Reproduce the complete set of records exactly. No picture is to appear in the copy.
··· Given data
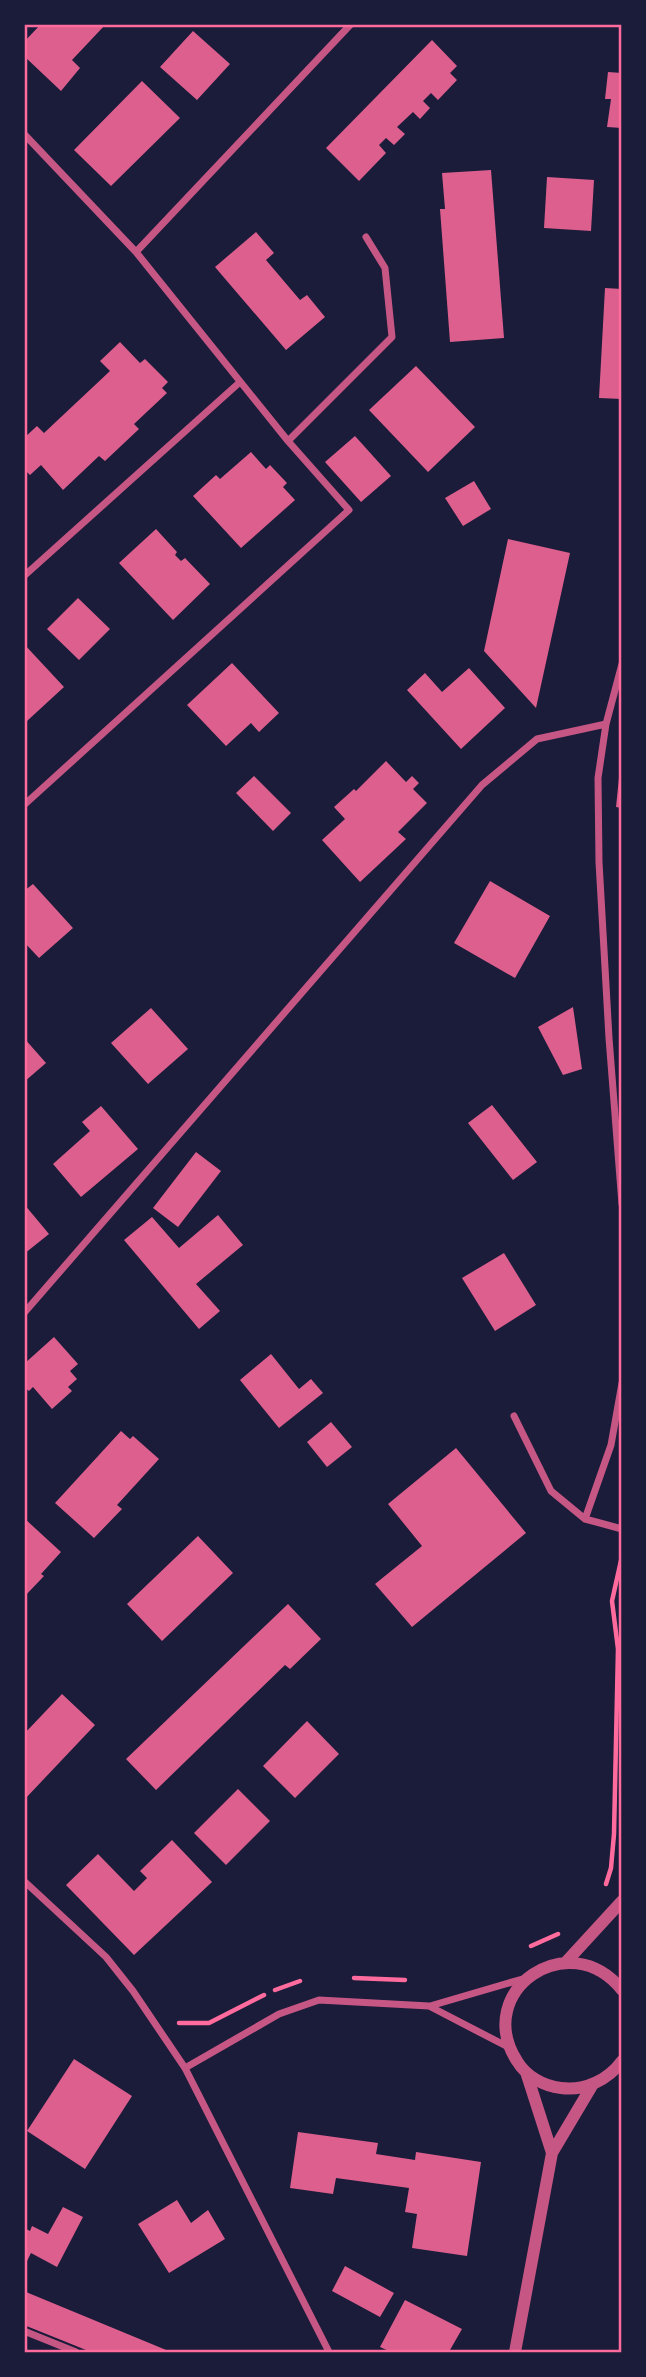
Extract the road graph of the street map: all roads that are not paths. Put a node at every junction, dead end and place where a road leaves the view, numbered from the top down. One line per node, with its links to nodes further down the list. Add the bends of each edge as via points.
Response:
1 (351, 24): 4 (street)
2 (24, 134): 4 (street)
3 (366, 237): 6 (street, via 385,268 392,337)
4 (136, 252): 5 (street)
5 (240, 382): 6 (street); 7 (street)
6 (288, 441): 10 (street, via 349,510)
7 (24, 576)
8 (621, 664): 9 (street)
9 (606, 724): 11 (street, via 598,778 599,862); 12 (street, via 537,739 482,785)
10 (24, 805)
11 (621, 1204)
12 (24, 1313)
13 (621, 1383): 15 (street, via 611,1445)
14 (514, 1416): 15 (street, via 551,1491)
15 (585, 1518): 16 (street)
16 (621, 1529)
17 (24, 1881): 25 (street, via 106,1957)
18 (621, 1901): 19 (street)
19 (566, 1962): 20 (street); 21 (street, via 596,1968)
20 (528, 1977): 22 (street); 23 (street, via 507,2011)
21 (621, 1990)
22 (429, 2006): 23 (street); 25 (street, via 319,2000 279,2014)
23 (510, 2049): 26 (street)
24 (621, 2061): 27 (street)
25 (185, 2068): 31 (street)
26 (526, 2072): 27 (street, via 559,2088); 28 (street)
27 (593, 2084): 28 (street)
28 (552, 2153): 32 (street)
29 (24, 2331): 30 (street)
30 (76, 2353)
31 (330, 2353)
32 (514, 2353)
······
Result of this exercise:
Extract the road graph of the street map: all roads that are not paths. Put a node at every junction, dead end and place where a road leaves the view, numbered from the top down. One line per node, with its links to nodes further down the list. Add the bends of each edge as via points.
Response:
1 (351, 24): 4 (street)
2 (24, 134): 4 (street)
3 (366, 237): 6 (street, via 385,268 392,337)
4 (136, 252): 5 (street)
5 (240, 382): 6 (street); 7 (street)
6 (288, 441): 10 (street, via 349,510)
7 (24, 576)
8 (621, 664): 9 (street)
9 (606, 724): 11 (street, via 598,778 599,862); 12 (street, via 537,739 482,785)
10 (24, 805)
11 (621, 1204)
12 (24, 1313)
13 (621, 1383): 15 (street, via 611,1445)
14 (514, 1416): 15 (street, via 551,1491)
15 (585, 1518): 16 (street)
16 (621, 1529)
17 (24, 1881): 25 (street, via 106,1957)
18 (621, 1901): 19 (street)
19 (566, 1962): 20 (street); 21 (street, via 596,1968)
20 (528, 1977): 22 (street); 23 (street, via 507,2011)
21 (621, 1990)
22 (429, 2006): 23 (street); 25 (street, via 319,2000 279,2014)
23 (510, 2049): 26 (street)
24 (621, 2061): 27 (street)
25 (185, 2068): 31 (street)
26 (526, 2072): 27 (street, via 559,2088); 28 (street)
27 (593, 2084): 28 (street)
28 (552, 2153): 32 (street)
29 (24, 2331): 30 (street)
30 (76, 2353)
31 (330, 2353)
32 (514, 2353)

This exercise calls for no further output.